I would like to know the translation of "surgical mitten" into Spanish. I found the term in a short story by a British author, where he describes a man who has had an accident in one of his hands and then wears a surgical mitten. 
It seems that "manopla quirúrgica", a literal translation, does not make the job.
Can you help me?
Thank you,


Rafajuntoalmar


----------



## k-in-sc

(Suffered an accident *to* one of his hands/injured his hand) (*do* the job)


Can you just call it a "venda"? "Venda manopla"? The term isn't even that common in English.


----------



## Ilialluna

Hola. Yo diría "mitones quirúrgicos".
Saludos


----------



## k-in-sc

La que sabe, sabe


----------



## rafajuntoalmar

k-in-sc said:


> (Suffered an accident *to* one of his hands/injured his hand) (*do* the job)
> 
> 
> Can you just call it a "venda"? "Venda manopla"? The term isn't even that common in English.

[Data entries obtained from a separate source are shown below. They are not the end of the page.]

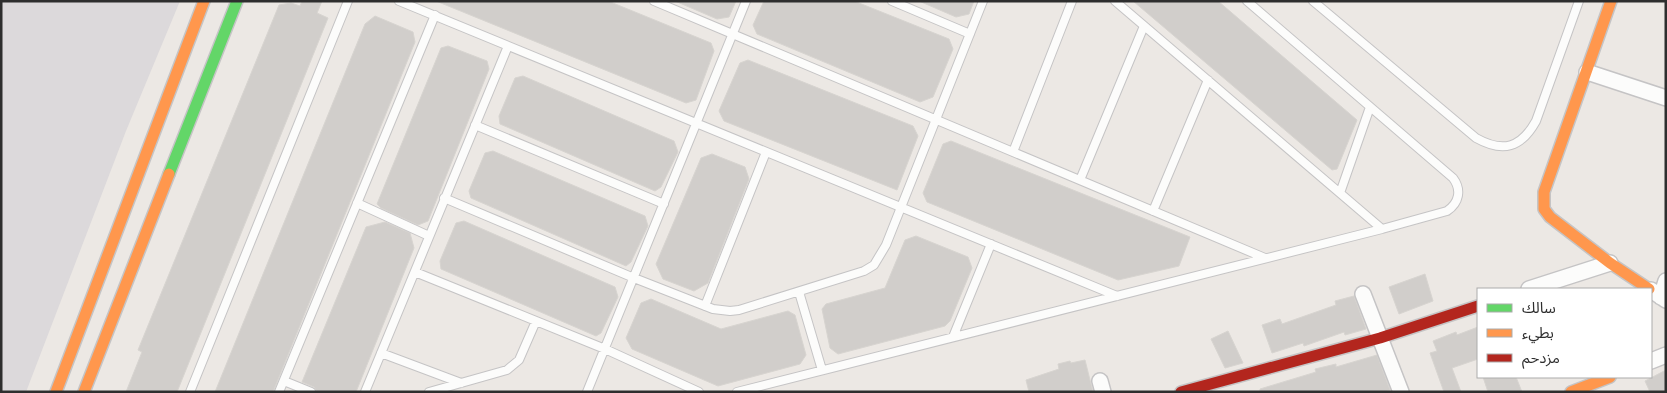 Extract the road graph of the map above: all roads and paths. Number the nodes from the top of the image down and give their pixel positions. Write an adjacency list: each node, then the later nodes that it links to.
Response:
1 (204, 1): 63 (street)
2 (237, 1): 64 (street)
3 (348, 1): 65 (lane)
4 (399, 1): 15 (lane)
5 (654, 1): 17 (lane)
6 (746, 1): 17 (lane)
7 (892, 1): 18 (lane)
8 (983, 1): 18 (lane)
9 (1072, 1): 28 (lane)
10 (1115, 1): 16 (lane)
11 (1247, 1): 23 (lane)
12 (1313, 1): 13 (lane)
13 (1579, 1)
14 (1611, 1): 20 (street)
15 (435, 16): 19 (lane); 32 (lane)
16 (1144, 26): 21 (lane); 29 (lane)
17 (733, 33): 24 (lane); 25 (lane)
18 (970, 34): 24 (lane)
19 (508, 46): 25 (lane); 26 (lane)
20 (1587, 72): 22 (street); 40 (street)
21 (1208, 80): 30 (lane); 35 (lane)
22 (1666, 98)
23 (1370, 107): 30 (lane); 36 (lane)
24 (935, 119): 28 (lane); 34 (lane)
25 (698, 124): 27 (lane); 33 (lane)
26 (475, 125): 31 (lane); 33 (lane)
27 (766, 152): 34 (lane); 50 (lane)
28 (1013, 152): 29 (lane)
29 (1080, 180): 35 (lane)
30 (1340, 193): 36 (lane)
31 (444, 198): 37 (lane); 42 (lane)
32 (357, 204): 37 (lane); 61 (lane)
33 (664, 204): 42 (lane)
34 (900, 207): 38 (lane); 46 (lane)
35 (1153, 211): 39 (lane)
36 (1382, 229): 39 (lane)
37 (429, 236): 41 (lane)
38 (991, 244): 49 (lane); 53 (lane)
39 (1265, 258): 49 (lane)
40 (1610, 263): 44 (street); 45 (street)
41 (414, 272): 52 (lane); 56 (lane)
42 (634, 278): 50 (lane); 55 (lane)
43 (1666, 281): 48 (street)
44 (1532, 288)
45 (1648, 288)
46 (799, 292): 50 (lane); 59 (lane)
47 (1363, 294): 54 (street)
48 (1657, 294)
49 (1117, 296): 53 (lane)
50 (705, 306)
51 (1477, 306): 54 (street)
52 (536, 321): 55 (lane); 62 (lane)
53 (953, 337): 59 (lane)
54 (1380, 338): 73 (street); 74 (street)
55 (605, 349): 70 (lane); 71 (lane)
56 (381, 353): 62 (lane); 68 (lane)
57 (1666, 355): 58 (street)
58 (1652, 361)
59 (822, 370): 72 (lane)
60 (1607, 378): 75 (street)
61 (284, 380): 66 (lane); 67 (lane)
62 (461, 383): 69 (lane)
63 (56, 392)
64 (84, 392)
65 (190, 392)
66 (279, 392)
67 (311, 392)
68 (365, 392)
69 (429, 392)
70 (587, 392)
71 (699, 392)
72 (737, 392)
73 (1181, 392)
74 (1401, 392)
75 (1571, 392)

Thank you for your corrections, k.


----------



## rafajuntoalmar

Ilialluna said:


> Hola. Yo diría "mitones quirúrgicos".
> Saludos



Hola Ilialluna, gracias por responder.
Perdona que pregunte, pero ¿lo conjeturas o lo sabes? El "diría" me ha confundido.


----------



## Ilialluna

Hola, rafajuntoalmar.
Lo cierto es que conjeturo, pero hace años conocí a una persona que llevaba unos mitones de un material especial por un problema que tenía en la mano. Una manopla o una venda tienen una estructura diferente. Puedes buscar en Internet y verás que sí aparecen mitones quirúrgicos.
Saludos.


----------



## k-in-sc

I was interested to see what they were and couldn't find any. Some pictures of roller derby girls' butts, though ...


----------



## rodelu2

"Manopla" es el nombre en Uruguay para el "mitten" (guante sin dedos) protector para una mano herida y curada. Now, where's the link to the roller derby stuff?


----------



## k-in-sc

If that's what you want to see, just google "roller derby" and skip all the pictures of people with deformed mitten hands ...


----------



## rafajuntoalmar

Thank you, guys! So, roller derby...


----------